- **Work instructions**: What is needed is an exact copy of the entries below, from the line that contains "Where are the" through the final line, both included, and nothing else.

- **Data**:
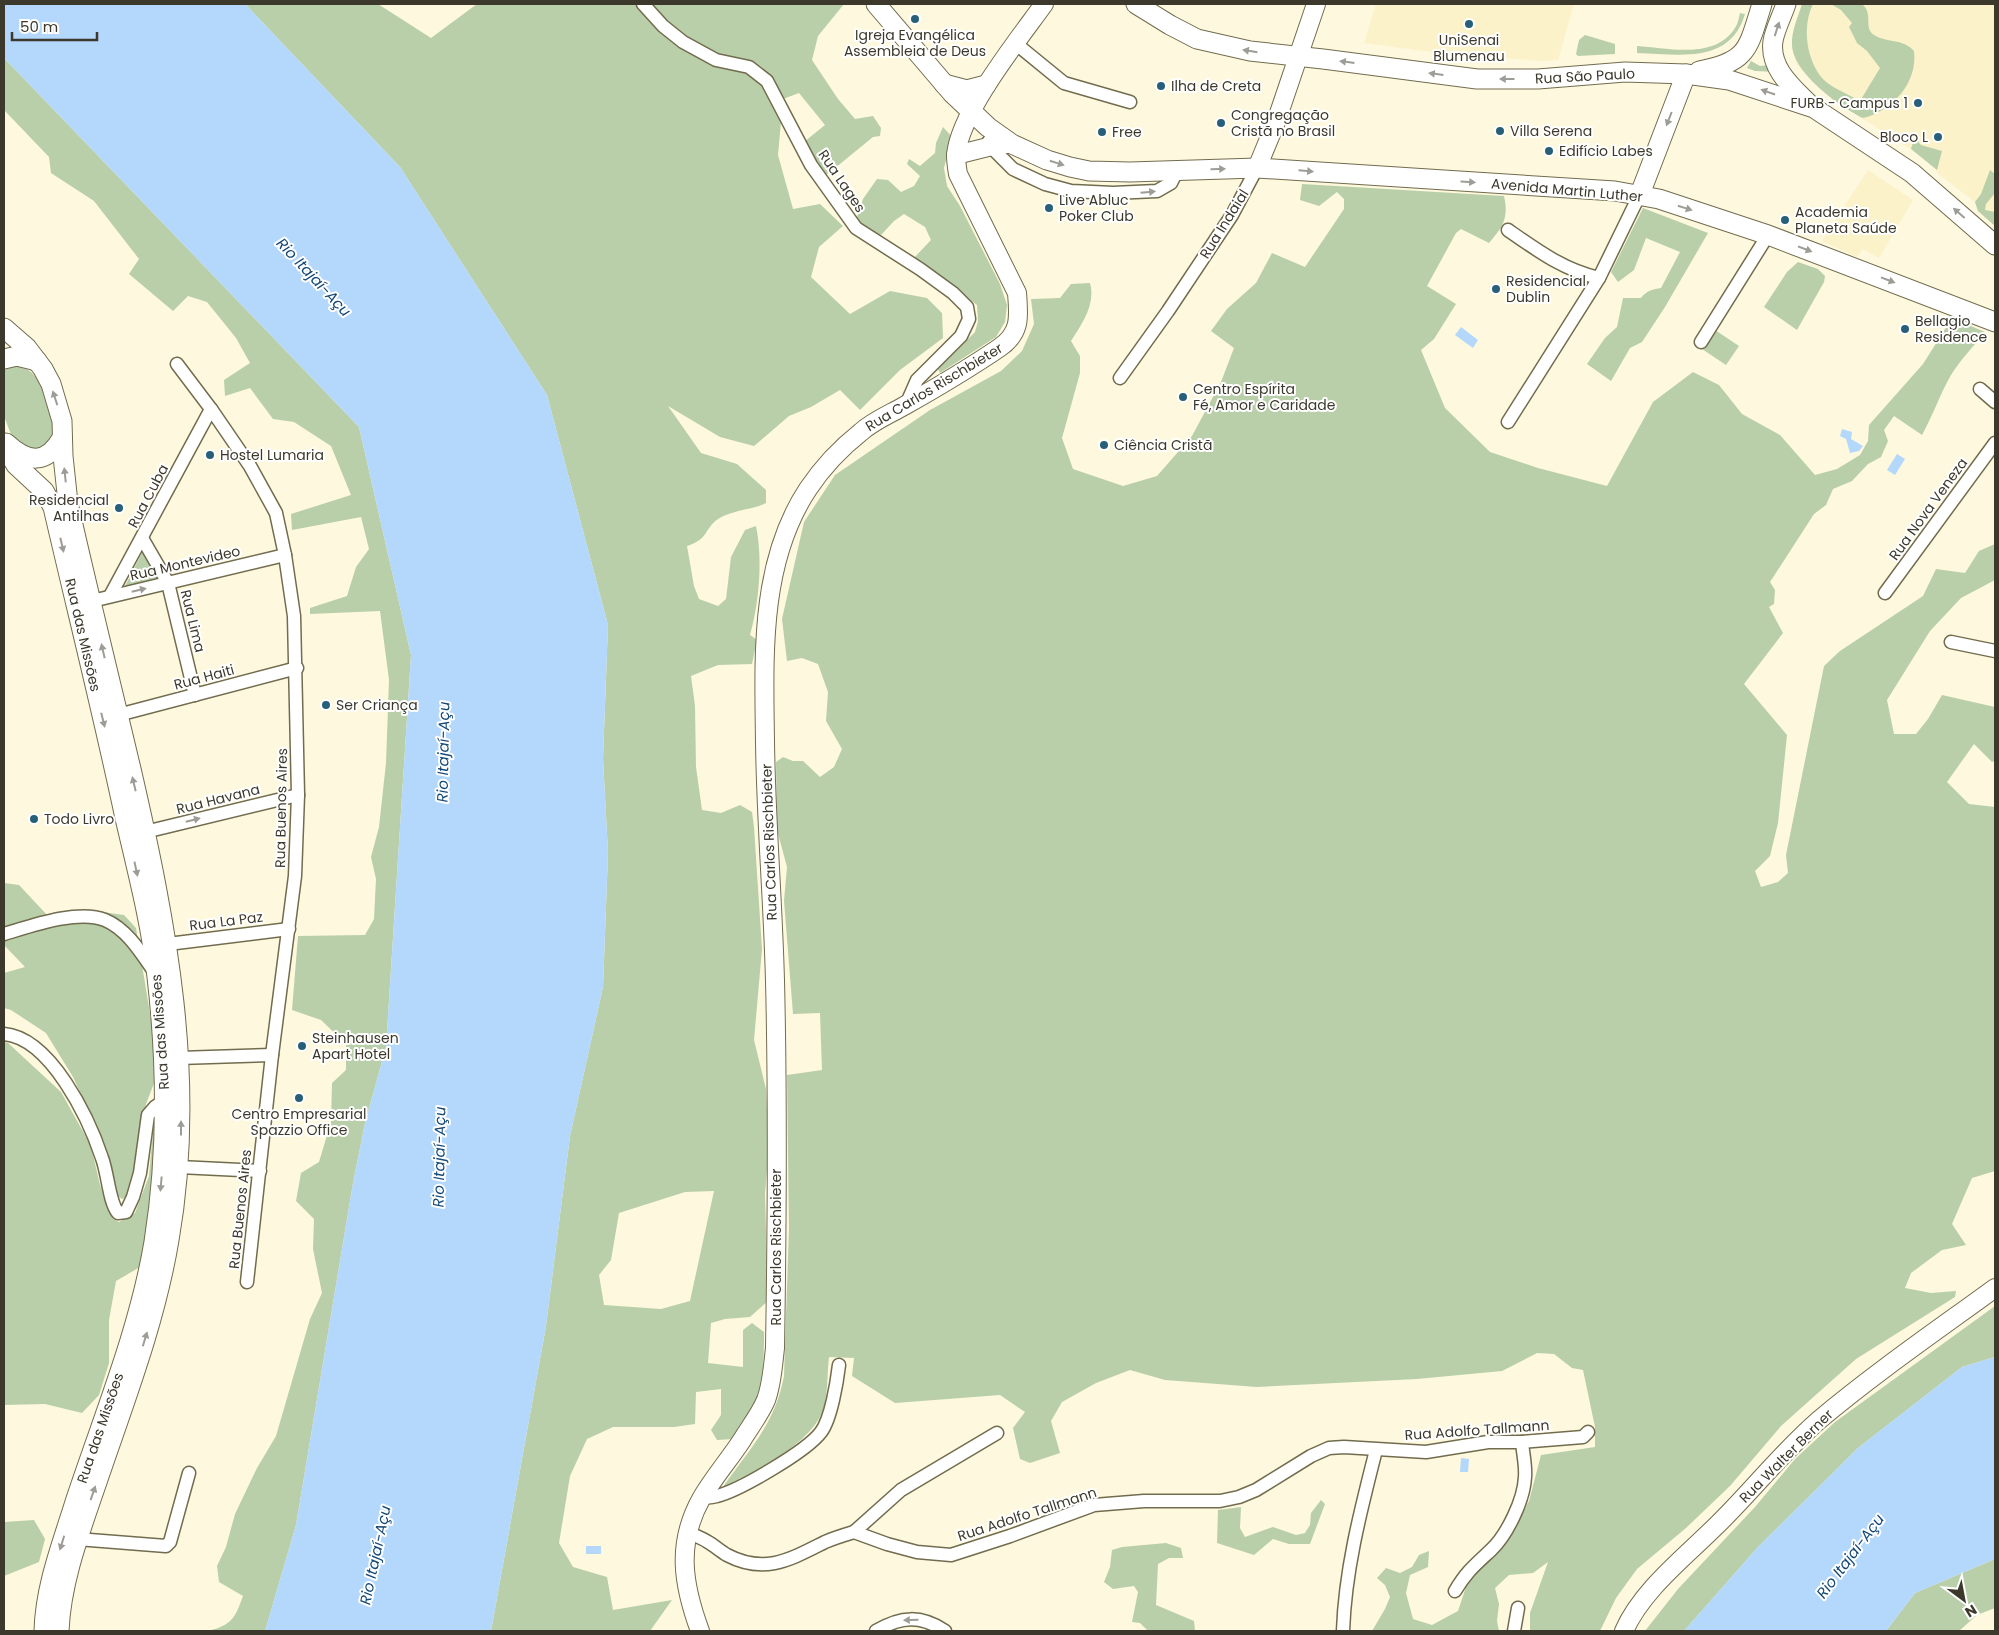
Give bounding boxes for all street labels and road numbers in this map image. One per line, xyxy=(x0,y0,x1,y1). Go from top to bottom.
street label: Rua São Paulo xyxy=(1535,63,1635,89)
street label: Rua Lages xyxy=(814,146,870,216)
street label: Avenida Martin Luther xyxy=(1490,173,1644,207)
street label: Rua Indaial xyxy=(1195,185,1253,263)
street label: Rua Carlos Rischbieter xyxy=(862,338,1006,436)
street label: Rua Nova Veneza xyxy=(1884,454,1972,564)
street label: Rua Cuba xyxy=(123,461,173,531)
street label: Rua Montevideo xyxy=(128,541,242,585)
street label: Rua das Missões xyxy=(60,576,106,694)
street label: Rua Lima xyxy=(176,588,210,654)
street label: Rua Haiti xyxy=(172,659,236,695)
street label: Rua Buenos Aires xyxy=(270,748,292,868)
street label: Rua Carlos Rischbieter xyxy=(756,763,782,921)
street label: Rua Havana xyxy=(174,779,262,819)
street label: Rua La Paz xyxy=(188,907,264,935)
street label: Rua das Missões xyxy=(146,974,174,1090)
street label: Rua Buenos Aires xyxy=(224,1148,256,1270)
street label: Rua Carlos Rischbieter xyxy=(766,1169,786,1325)
street label: Rua das Missões xyxy=(72,1370,128,1486)
street label: Rua Walter Berner xyxy=(1735,1405,1837,1507)
street label: Rua Adolfo Tallmann xyxy=(1404,1415,1550,1445)
street label: Rua Adolfo Tallmann xyxy=(955,1482,1099,1546)

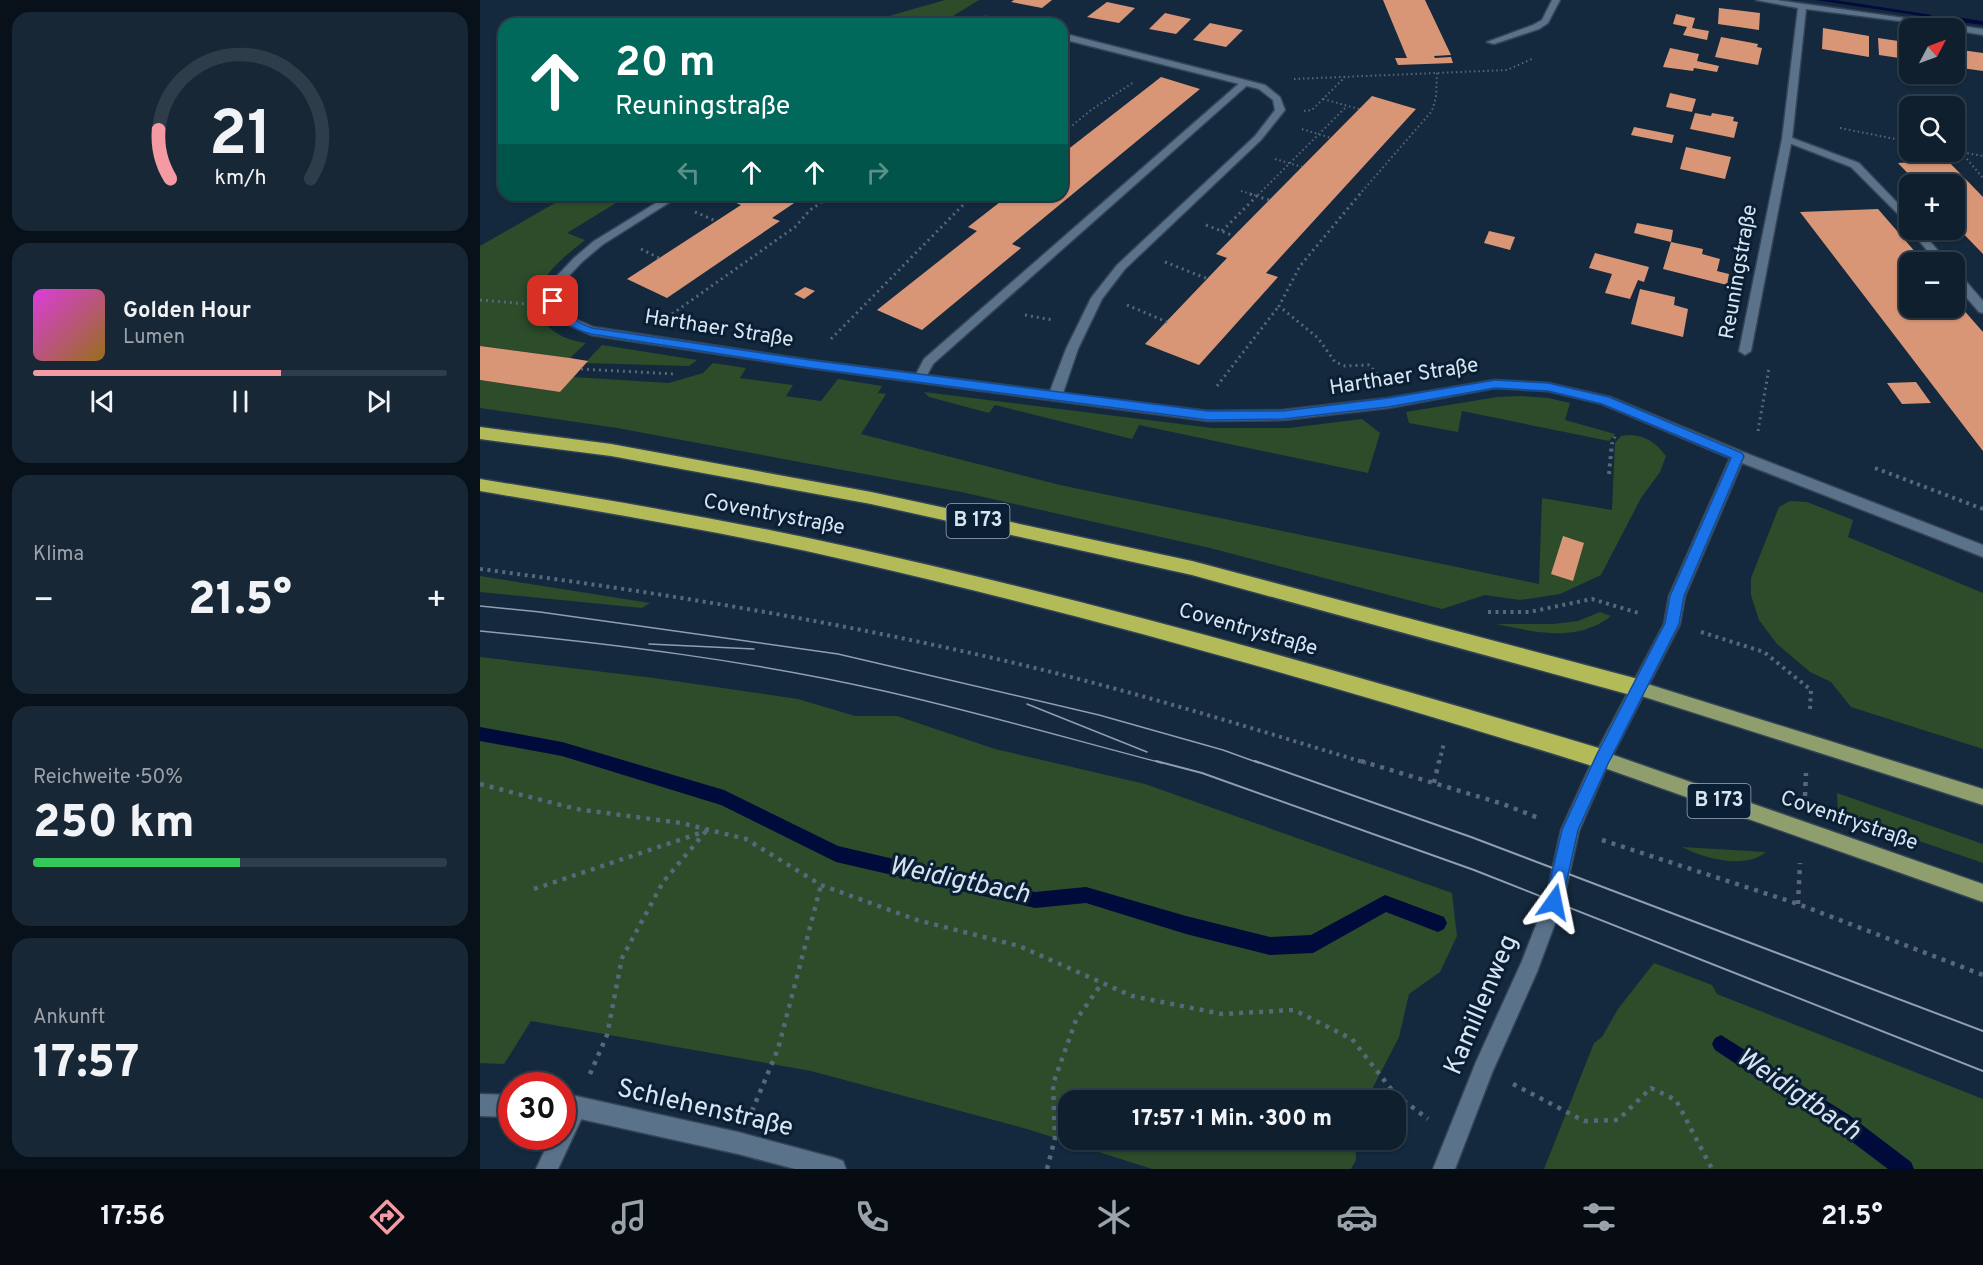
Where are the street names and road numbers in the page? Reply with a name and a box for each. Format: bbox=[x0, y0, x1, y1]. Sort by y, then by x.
street label: Reuningstraße bbox=[1714, 203, 1764, 341]
street label: Harthaer Straße bbox=[643, 304, 795, 354]
street label: Harthaer Straße bbox=[1328, 352, 1480, 402]
street label: Coventrystraße bbox=[701, 488, 847, 542]
road number: B 173 bbox=[946, 504, 1010, 538]
street label: Coventrystraße bbox=[1175, 597, 1321, 663]
road number: B 173 bbox=[1688, 784, 1750, 818]
street label: Coventrystraße bbox=[1777, 785, 1921, 857]
street label: Kamillenweg bbox=[1438, 930, 1526, 1080]
street label: Schlehenstraße bbox=[614, 1073, 796, 1145]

- **Result of this task**:
Where are the street names and road numbers in the page? Reply with a name and a box for each. Format: bbox=[x0, y0, x1, y1]. Sort by y, then by x.
street label: Reuningstraße bbox=[1714, 203, 1764, 341]
street label: Harthaer Straße bbox=[643, 304, 795, 354]
street label: Harthaer Straße bbox=[1328, 352, 1480, 402]
street label: Coventrystraße bbox=[701, 488, 847, 542]
road number: B 173 bbox=[946, 504, 1010, 538]
street label: Coventrystraße bbox=[1175, 597, 1321, 663]
road number: B 173 bbox=[1688, 784, 1750, 818]
street label: Coventrystraße bbox=[1777, 785, 1921, 857]
street label: Kamillenweg bbox=[1438, 930, 1526, 1080]
street label: Schlehenstraße bbox=[614, 1073, 796, 1145]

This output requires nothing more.